Perhaps no driver in the top 16 is more motivated to sip a glass of winner’s wine and hoist a trophy then seven-time series champion Jimmie Johnson, who is looking for his first victory in over two seasons. He won at Sonoma in 2010 and had top-10s in 2014 and 2015.

It’s an interesting evolution for road racing in NASCAR. In the early days of the sport, drivers tended to be all-in or way-off when it came to the non-oval venues. Some certainly adapted well to the road course challenges, others worked hard at it and even attended Bob Bondurant race schools to bone up. Some had previous road course experience in other series.

Ricky Rudd, who always liked road course racing, won the very first Sonoma race in 1989 and NASCAR Hall of Famer Rusty Wallace – another who took to this form of racing well – won the next year. Each of the two drivers won twice at Sonoma over their careers.
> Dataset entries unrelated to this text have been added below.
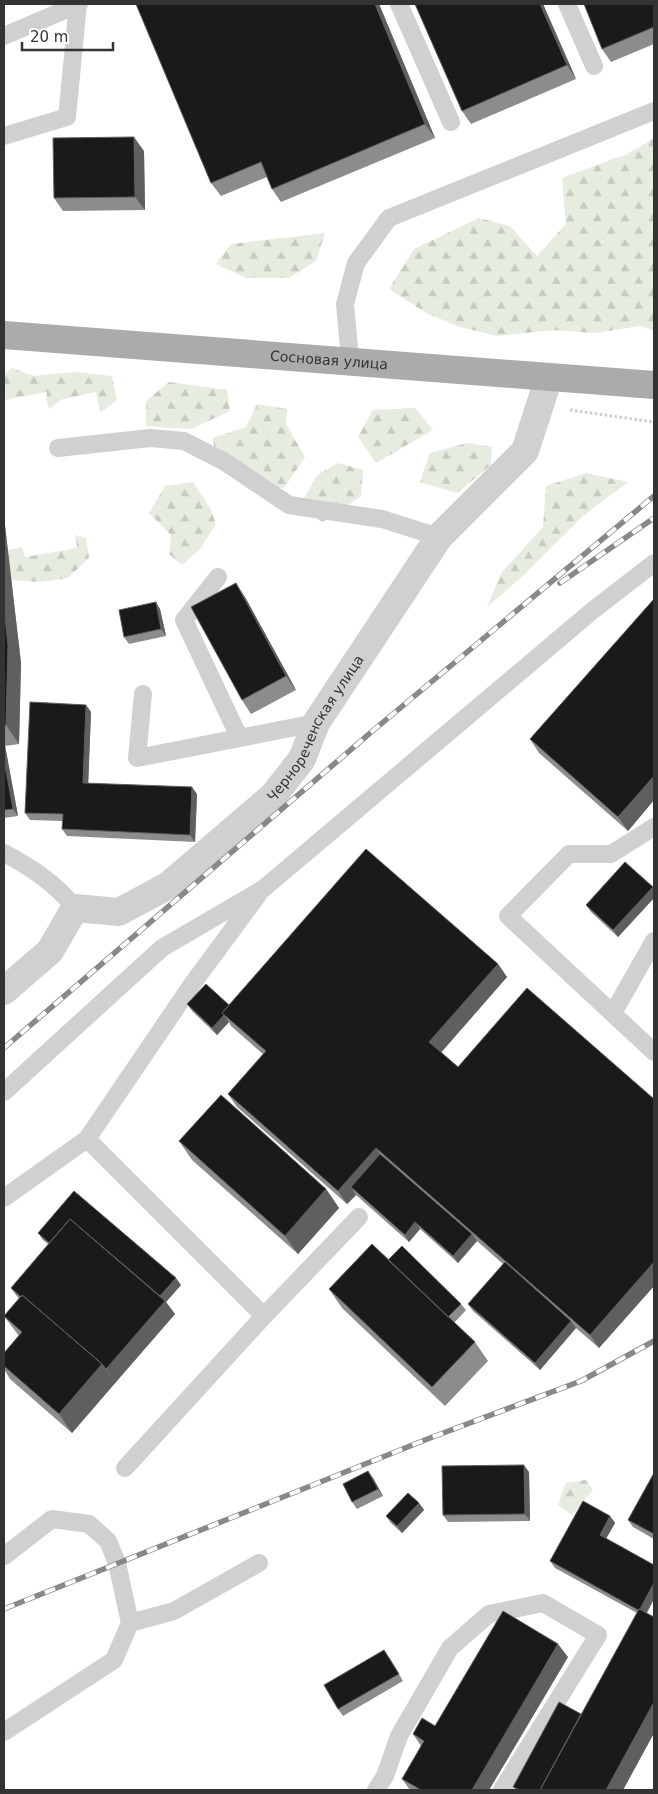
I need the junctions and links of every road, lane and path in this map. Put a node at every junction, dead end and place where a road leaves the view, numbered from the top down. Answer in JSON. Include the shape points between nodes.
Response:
{"nodes":[{"id":1,"x":79,"y":4,"type":"edge"},
{"id":2,"x":399,"y":4,"type":"edge"},
{"id":3,"x":567,"y":4,"type":"edge"},
{"id":4,"x":4,"y":36,"type":"edge"},
{"id":5,"x":594,"y":66,"type":"dead end"},
{"id":6,"x":654,"y":111,"type":"edge"},
{"id":7,"x":451,"y":122,"type":"dead end"},
{"id":8,"x":4,"y":136,"type":"edge"},
{"id":9,"x":4,"y":334,"type":"edge"},
{"id":10,"x":350,"y":360,"type":"junction"},
{"id":11,"x":549,"y":377,"type":"junction"},
{"id":12,"x":654,"y":385,"type":"edge"},
{"id":13,"x":58,"y":448,"type":"dead end"},
{"id":14,"x":439,"y":537,"type":"junction"},
{"id":15,"x":654,"y":563,"type":"edge"},
{"id":16,"x":218,"y":577,"type":"dead end"},
{"id":17,"x":143,"y":694,"type":"dead end"},
{"id":18,"x":316,"y":723,"type":"junction"},
{"id":19,"x":239,"y":737,"type":"junction"},
{"id":20,"x":654,"y":827,"type":"edge"},
{"id":21,"x":4,"y":853,"type":"edge"},
{"id":22,"x":263,"y":889,"type":"junction"},
{"id":23,"x":75,"y":908,"type":"junction"},
{"id":24,"x":654,"y":941,"type":"edge"},
{"id":25,"x":4,"y":991,"type":"edge"},
{"id":26,"x":613,"y":1013,"type":"junction"},
{"id":27,"x":654,"y":1052,"type":"edge"},
{"id":28,"x":4,"y":1092,"type":"edge"},
{"id":29,"x":87,"y":1139,"type":"junction"},
{"id":30,"x":4,"y":1198,"type":"edge"},
{"id":31,"x":359,"y":1217,"type":"dead end"},
{"id":32,"x":264,"y":1316,"type":"junction"},
{"id":33,"x":125,"y":1468,"type":"dead end"},
{"id":34,"x":4,"y":1556,"type":"edge"},
{"id":35,"x":259,"y":1563,"type":"dead end"},
{"id":36,"x":130,"y":1623,"type":"junction"},
{"id":37,"x":4,"y":1732,"type":"edge"},
{"id":38,"x":376,"y":1790,"type":"edge"},
{"id":39,"x":502,"y":1790,"type":"edge"}],
"edges":[{"from":1,"to":4,"type":"lane"},
{"from":1,"to":8,"type":"lane","via":[[67,117]]},
{"from":2,"to":7,"type":"lane"},
{"from":3,"to":5,"type":"lane"},
{"from":6,"to":10,"type":"lane","via":[[389,218],[356,263],[345,304]]},
{"from":9,"to":10,"type":"main road","name":"Сосновая улица"},
{"from":10,"to":11,"type":"main road","name":"Сосновая улица"},
{"from":11,"to":12,"type":"main road","name":"Сосновая улица"},
{"from":11,"to":14,"type":"street","name":"Чернореченская улица","via":[[525,451]]},
{"from":13,"to":14,"type":"lane","via":[[150,438],[184,442],[225,462],[289,504],[382,519]]},
{"from":14,"to":18,"type":"street","name":"Чернореченская улица"},
{"from":15,"to":22,"type":"lane","via":[[592,611]]},
{"from":16,"to":19,"type":"lane","via":[[184,620]]},
{"from":17,"to":19,"type":"lane","via":[[137,758]]},
{"from":18,"to":19,"type":"lane"},
{"from":18,"to":23,"type":"street","name":"Чернореченская улица","via":[[302,759],[274,796],[170,885],[119,912]]},
{"from":20,"to":26,"type":"lane","via":[[611,854],[569,854],[508,916]]},
{"from":21,"to":23,"type":"lane","via":[[32,868],[60,890]]},
{"from":22,"to":28,"type":"lane","via":[[162,948]]},
{"from":22,"to":29,"type":"lane","via":[[193,984]]},
{"from":23,"to":25,"type":"street","via":[[50,951]]},
{"from":24,"to":26,"type":"lane"},
{"from":26,"to":27,"type":"lane"},
{"from":29,"to":30,"type":"lane"},
{"from":29,"to":32,"type":"lane"},
{"from":31,"to":32,"type":"lane"},
{"from":32,"to":33,"type":"lane"},
{"from":34,"to":36,"type":"lane","via":[[52,1519],[89,1524],[108,1541]]},
{"from":35,"to":36,"type":"lane","via":[[174,1610]]},
{"from":36,"to":37,"type":"lane","via":[[114,1660]]},
{"from":38,"to":39,"type":"lane","via":[[385,1776],[399,1736],[450,1648],[489,1614],[543,1603],[598,1635]]}]}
Ernie Irvan, another Californian, scored two wins at Sonoma in the early 1990s and NASCAR Hall of Famer Mark Martin won at Sonoma in 1997.

Even in the years thereafter, renowned road racers such as Robby Gordon (2003), and Juan Pablo Montoya (2007) scored Sonoma trophies and set the bar. And new NASCAR Hall of Famer Jeff Gordon, who was born minutes away from the Sonoma course, also took to that brand of competition, winning a track record five times in his career – including three consecutive times from 1998-2000.

But as the sport evolved and the championship format changed – essentially shortening the regular season by 10 races to make way for the Playoffs – it became essential for all the Monster Energy Series drivers to shift their road course game into a higher gear.

At the series’ other traditional road course track, the historic Watkins Glen (N.Y.) International, there have been five different winners in the last five races from A.J. Allmendinger in 2014 (his first series victory) to first-time road course winners Joey Logano in 2015, Denny Hamlin in 2016, Truex in 2017 and Chase Elliott in 2018. Ryan Blaney scored his first non-oval series win on the Charlotte ROVAL’s debut last year – a hybrid course of infield turns and the Charlotte Motor Speedway banking.

The unique challenges presented by Sonoma’s road course – including the reintroduction of the famed “Carousel” turn – present a prime opportunity for some of the sport’s biggest names and championship hopefuls to break into the Busch-Truex-Keselowski “Big Winner’s” party this season. And it makes this week’s stop even more crucial in the championship setting.